=== Task prompt ===
In your reply, write out each entry exactly as given.

=== Data to examine ===
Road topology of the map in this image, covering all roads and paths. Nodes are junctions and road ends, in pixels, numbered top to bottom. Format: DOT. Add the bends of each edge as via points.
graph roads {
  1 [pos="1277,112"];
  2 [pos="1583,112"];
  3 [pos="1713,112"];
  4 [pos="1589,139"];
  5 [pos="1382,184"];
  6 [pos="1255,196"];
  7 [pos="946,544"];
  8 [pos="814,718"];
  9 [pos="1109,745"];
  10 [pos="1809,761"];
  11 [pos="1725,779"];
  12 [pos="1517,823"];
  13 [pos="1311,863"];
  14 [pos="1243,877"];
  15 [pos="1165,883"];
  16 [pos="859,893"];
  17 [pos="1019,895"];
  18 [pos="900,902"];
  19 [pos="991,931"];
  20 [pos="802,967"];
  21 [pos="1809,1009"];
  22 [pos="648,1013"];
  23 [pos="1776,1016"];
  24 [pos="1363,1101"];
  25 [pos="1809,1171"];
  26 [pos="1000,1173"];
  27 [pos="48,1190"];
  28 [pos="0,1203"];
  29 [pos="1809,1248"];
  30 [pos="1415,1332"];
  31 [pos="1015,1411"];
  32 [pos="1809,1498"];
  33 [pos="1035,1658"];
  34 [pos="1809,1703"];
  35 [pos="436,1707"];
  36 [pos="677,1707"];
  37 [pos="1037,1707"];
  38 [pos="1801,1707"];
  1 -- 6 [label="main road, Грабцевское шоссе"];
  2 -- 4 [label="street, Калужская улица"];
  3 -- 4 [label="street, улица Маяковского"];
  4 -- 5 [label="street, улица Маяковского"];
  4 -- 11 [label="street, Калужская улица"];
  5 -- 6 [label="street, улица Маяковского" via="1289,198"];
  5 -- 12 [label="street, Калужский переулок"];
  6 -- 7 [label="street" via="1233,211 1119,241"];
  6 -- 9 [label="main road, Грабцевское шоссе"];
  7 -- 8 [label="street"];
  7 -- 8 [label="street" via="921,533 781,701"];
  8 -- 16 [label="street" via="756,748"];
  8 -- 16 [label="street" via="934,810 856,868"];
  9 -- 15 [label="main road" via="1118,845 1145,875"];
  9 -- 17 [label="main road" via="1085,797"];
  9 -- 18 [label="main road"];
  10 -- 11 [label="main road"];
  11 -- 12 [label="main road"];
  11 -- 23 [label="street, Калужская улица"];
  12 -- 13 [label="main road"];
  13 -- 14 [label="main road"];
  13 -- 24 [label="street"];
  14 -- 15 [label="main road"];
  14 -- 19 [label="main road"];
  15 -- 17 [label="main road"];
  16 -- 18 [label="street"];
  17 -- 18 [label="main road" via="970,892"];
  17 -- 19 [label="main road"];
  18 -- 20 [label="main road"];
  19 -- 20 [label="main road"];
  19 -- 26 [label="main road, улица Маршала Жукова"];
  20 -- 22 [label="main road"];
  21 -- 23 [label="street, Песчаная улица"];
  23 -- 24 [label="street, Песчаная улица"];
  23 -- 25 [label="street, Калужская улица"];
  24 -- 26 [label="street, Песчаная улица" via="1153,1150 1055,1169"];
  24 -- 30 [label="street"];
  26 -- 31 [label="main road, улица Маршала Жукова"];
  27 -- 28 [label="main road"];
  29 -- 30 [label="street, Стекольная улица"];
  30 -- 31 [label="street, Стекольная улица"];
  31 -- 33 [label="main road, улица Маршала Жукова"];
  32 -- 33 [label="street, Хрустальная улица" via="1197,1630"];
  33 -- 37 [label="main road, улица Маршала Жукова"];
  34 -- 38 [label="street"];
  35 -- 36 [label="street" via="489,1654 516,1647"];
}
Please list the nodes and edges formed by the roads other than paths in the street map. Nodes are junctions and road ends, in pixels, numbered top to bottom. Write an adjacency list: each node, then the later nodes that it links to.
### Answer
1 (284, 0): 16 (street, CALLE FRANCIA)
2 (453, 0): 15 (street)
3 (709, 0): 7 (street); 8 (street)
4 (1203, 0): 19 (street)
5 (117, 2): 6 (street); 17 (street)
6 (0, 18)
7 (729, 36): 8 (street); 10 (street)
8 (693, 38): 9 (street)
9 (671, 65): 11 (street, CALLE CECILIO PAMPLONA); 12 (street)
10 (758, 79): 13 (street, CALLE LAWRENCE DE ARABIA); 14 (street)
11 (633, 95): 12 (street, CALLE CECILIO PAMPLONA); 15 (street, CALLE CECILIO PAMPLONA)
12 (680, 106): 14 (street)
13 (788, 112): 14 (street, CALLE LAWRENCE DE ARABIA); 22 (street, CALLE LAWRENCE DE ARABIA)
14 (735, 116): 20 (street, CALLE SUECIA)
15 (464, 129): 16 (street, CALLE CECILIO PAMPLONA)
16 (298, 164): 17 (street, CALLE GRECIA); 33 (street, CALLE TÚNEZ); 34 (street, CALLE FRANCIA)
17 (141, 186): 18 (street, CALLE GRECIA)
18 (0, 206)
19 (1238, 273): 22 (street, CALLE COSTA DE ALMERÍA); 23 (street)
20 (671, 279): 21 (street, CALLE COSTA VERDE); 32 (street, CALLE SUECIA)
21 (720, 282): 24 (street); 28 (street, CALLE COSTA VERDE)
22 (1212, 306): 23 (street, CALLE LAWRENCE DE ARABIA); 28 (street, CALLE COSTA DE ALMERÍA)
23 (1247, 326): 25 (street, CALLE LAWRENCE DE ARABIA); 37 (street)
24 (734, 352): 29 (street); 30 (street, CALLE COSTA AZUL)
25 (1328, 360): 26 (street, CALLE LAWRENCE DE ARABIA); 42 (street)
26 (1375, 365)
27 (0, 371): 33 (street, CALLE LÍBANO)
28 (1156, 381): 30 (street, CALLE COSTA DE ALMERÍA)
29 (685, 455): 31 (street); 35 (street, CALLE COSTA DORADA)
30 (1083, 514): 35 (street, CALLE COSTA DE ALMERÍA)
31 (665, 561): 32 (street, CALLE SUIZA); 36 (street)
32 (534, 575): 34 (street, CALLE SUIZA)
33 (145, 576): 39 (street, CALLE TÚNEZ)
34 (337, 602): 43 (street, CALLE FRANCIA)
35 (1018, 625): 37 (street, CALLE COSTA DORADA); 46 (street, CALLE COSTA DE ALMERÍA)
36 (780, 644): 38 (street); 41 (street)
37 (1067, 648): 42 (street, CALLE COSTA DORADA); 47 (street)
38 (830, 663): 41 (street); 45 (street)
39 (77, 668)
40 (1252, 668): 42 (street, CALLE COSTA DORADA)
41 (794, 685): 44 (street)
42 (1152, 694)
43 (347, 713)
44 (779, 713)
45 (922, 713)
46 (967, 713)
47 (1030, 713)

=== Answer to the problem ===
Road topology of the map in this image, covering all roads and paths. Nodes are junctions and road ends, in pixels, numbered top to bottom. Format: DOT. Add the bends of each edge as via points.
graph roads {
  1 [pos="1277,112"];
  2 [pos="1583,112"];
  3 [pos="1713,112"];
  4 [pos="1589,139"];
  5 [pos="1382,184"];
  6 [pos="1255,196"];
  7 [pos="946,544"];
  8 [pos="814,718"];
  9 [pos="1109,745"];
  10 [pos="1809,761"];
  11 [pos="1725,779"];
  12 [pos="1517,823"];
  13 [pos="1311,863"];
  14 [pos="1243,877"];
  15 [pos="1165,883"];
  16 [pos="859,893"];
  17 [pos="1019,895"];
  18 [pos="900,902"];
  19 [pos="991,931"];
  20 [pos="802,967"];
  21 [pos="1809,1009"];
  22 [pos="648,1013"];
  23 [pos="1776,1016"];
  24 [pos="1363,1101"];
  25 [pos="1809,1171"];
  26 [pos="1000,1173"];
  27 [pos="48,1190"];
  28 [pos="0,1203"];
  29 [pos="1809,1248"];
  30 [pos="1415,1332"];
  31 [pos="1015,1411"];
  32 [pos="1809,1498"];
  33 [pos="1035,1658"];
  34 [pos="1809,1703"];
  35 [pos="436,1707"];
  36 [pos="677,1707"];
  37 [pos="1037,1707"];
  38 [pos="1801,1707"];
  1 -- 6 [label="main road, Грабцевское шоссе"];
  2 -- 4 [label="street, Калужская улица"];
  3 -- 4 [label="street, улица Маяковского"];
  4 -- 5 [label="street, улица Маяковского"];
  4 -- 11 [label="street, Калужская улица"];
  5 -- 6 [label="street, улица Маяковского" via="1289,198"];
  5 -- 12 [label="street, Калужский переулок"];
  6 -- 7 [label="street" via="1233,211 1119,241"];
  6 -- 9 [label="main road, Грабцевское шоссе"];
  7 -- 8 [label="street"];
  7 -- 8 [label="street" via="921,533 781,701"];
  8 -- 16 [label="street" via="756,748"];
  8 -- 16 [label="street" via="934,810 856,868"];
  9 -- 15 [label="main road" via="1118,845 1145,875"];
  9 -- 17 [label="main road" via="1085,797"];
  9 -- 18 [label="main road"];
  10 -- 11 [label="main road"];
  11 -- 12 [label="main road"];
  11 -- 23 [label="street, Калужская улица"];
  12 -- 13 [label="main road"];
  13 -- 14 [label="main road"];
  13 -- 24 [label="street"];
  14 -- 15 [label="main road"];
  14 -- 19 [label="main road"];
  15 -- 17 [label="main road"];
  16 -- 18 [label="street"];
  17 -- 18 [label="main road" via="970,892"];
  17 -- 19 [label="main road"];
  18 -- 20 [label="main road"];
  19 -- 20 [label="main road"];
  19 -- 26 [label="main road, улица Маршала Жукова"];
  20 -- 22 [label="main road"];
  21 -- 23 [label="street, Песчаная улица"];
  23 -- 24 [label="street, Песчаная улица"];
  23 -- 25 [label="street, Калужская улица"];
  24 -- 26 [label="street, Песчаная улица" via="1153,1150 1055,1169"];
  24 -- 30 [label="street"];
  26 -- 31 [label="main road, улица Маршала Жукова"];
  27 -- 28 [label="main road"];
  29 -- 30 [label="street, Стекольная улица"];
  30 -- 31 [label="street, Стекольная улица"];
  31 -- 33 [label="main road, улица Маршала Жукова"];
  32 -- 33 [label="street, Хрустальная улица" via="1197,1630"];
  33 -- 37 [label="main road, улица Маршала Жукова"];
  34 -- 38 [label="street"];
  35 -- 36 [label="street" via="489,1654 516,1647"];
}
Please list the nodes and edges formed by the roads other than paths in the street map. Nodes are junctions and road ends, in pixels, numbered top to bottom. Write an adjacency list: each node, then the later nodes that it links to.
### Answer
1 (284, 0): 16 (street, CALLE FRANCIA)
2 (453, 0): 15 (street)
3 (709, 0): 7 (street); 8 (street)
4 (1203, 0): 19 (street)
5 (117, 2): 6 (street); 17 (street)
6 (0, 18)
7 (729, 36): 8 (street); 10 (street)
8 (693, 38): 9 (street)
9 (671, 65): 11 (street, CALLE CECILIO PAMPLONA); 12 (street)
10 (758, 79): 13 (street, CALLE LAWRENCE DE ARABIA); 14 (street)
11 (633, 95): 12 (street, CALLE CECILIO PAMPLONA); 15 (street, CALLE CECILIO PAMPLONA)
12 (680, 106): 14 (street)
13 (788, 112): 14 (street, CALLE LAWRENCE DE ARABIA); 22 (street, CALLE LAWRENCE DE ARABIA)
14 (735, 116): 20 (street, CALLE SUECIA)
15 (464, 129): 16 (street, CALLE CECILIO PAMPLONA)
16 (298, 164): 17 (street, CALLE GRECIA); 33 (street, CALLE TÚNEZ); 34 (street, CALLE FRANCIA)
17 (141, 186): 18 (street, CALLE GRECIA)
18 (0, 206)
19 (1238, 273): 22 (street, CALLE COSTA DE ALMERÍA); 23 (street)
20 (671, 279): 21 (street, CALLE COSTA VERDE); 32 (street, CALLE SUECIA)
21 (720, 282): 24 (street); 28 (street, CALLE COSTA VERDE)
22 (1212, 306): 23 (street, CALLE LAWRENCE DE ARABIA); 28 (street, CALLE COSTA DE ALMERÍA)
23 (1247, 326): 25 (street, CALLE LAWRENCE DE ARABIA); 37 (street)
24 (734, 352): 29 (street); 30 (street, CALLE COSTA AZUL)
25 (1328, 360): 26 (street, CALLE LAWRENCE DE ARABIA); 42 (street)
26 (1375, 365)
27 (0, 371): 33 (street, CALLE LÍBANO)
28 (1156, 381): 30 (street, CALLE COSTA DE ALMERÍA)
29 (685, 455): 31 (street); 35 (street, CALLE COSTA DORADA)
30 (1083, 514): 35 (street, CALLE COSTA DE ALMERÍA)
31 (665, 561): 32 (street, CALLE SUIZA); 36 (street)
32 (534, 575): 34 (street, CALLE SUIZA)
33 (145, 576): 39 (street, CALLE TÚNEZ)
34 (337, 602): 43 (street, CALLE FRANCIA)
35 (1018, 625): 37 (street, CALLE COSTA DORADA); 46 (street, CALLE COSTA DE ALMERÍA)
36 (780, 644): 38 (street); 41 (street)
37 (1067, 648): 42 (street, CALLE COSTA DORADA); 47 (street)
38 (830, 663): 41 (street); 45 (street)
39 (77, 668)
40 (1252, 668): 42 (street, CALLE COSTA DORADA)
41 (794, 685): 44 (street)
42 (1152, 694)
43 (347, 713)
44 (779, 713)
45 (922, 713)
46 (967, 713)
47 (1030, 713)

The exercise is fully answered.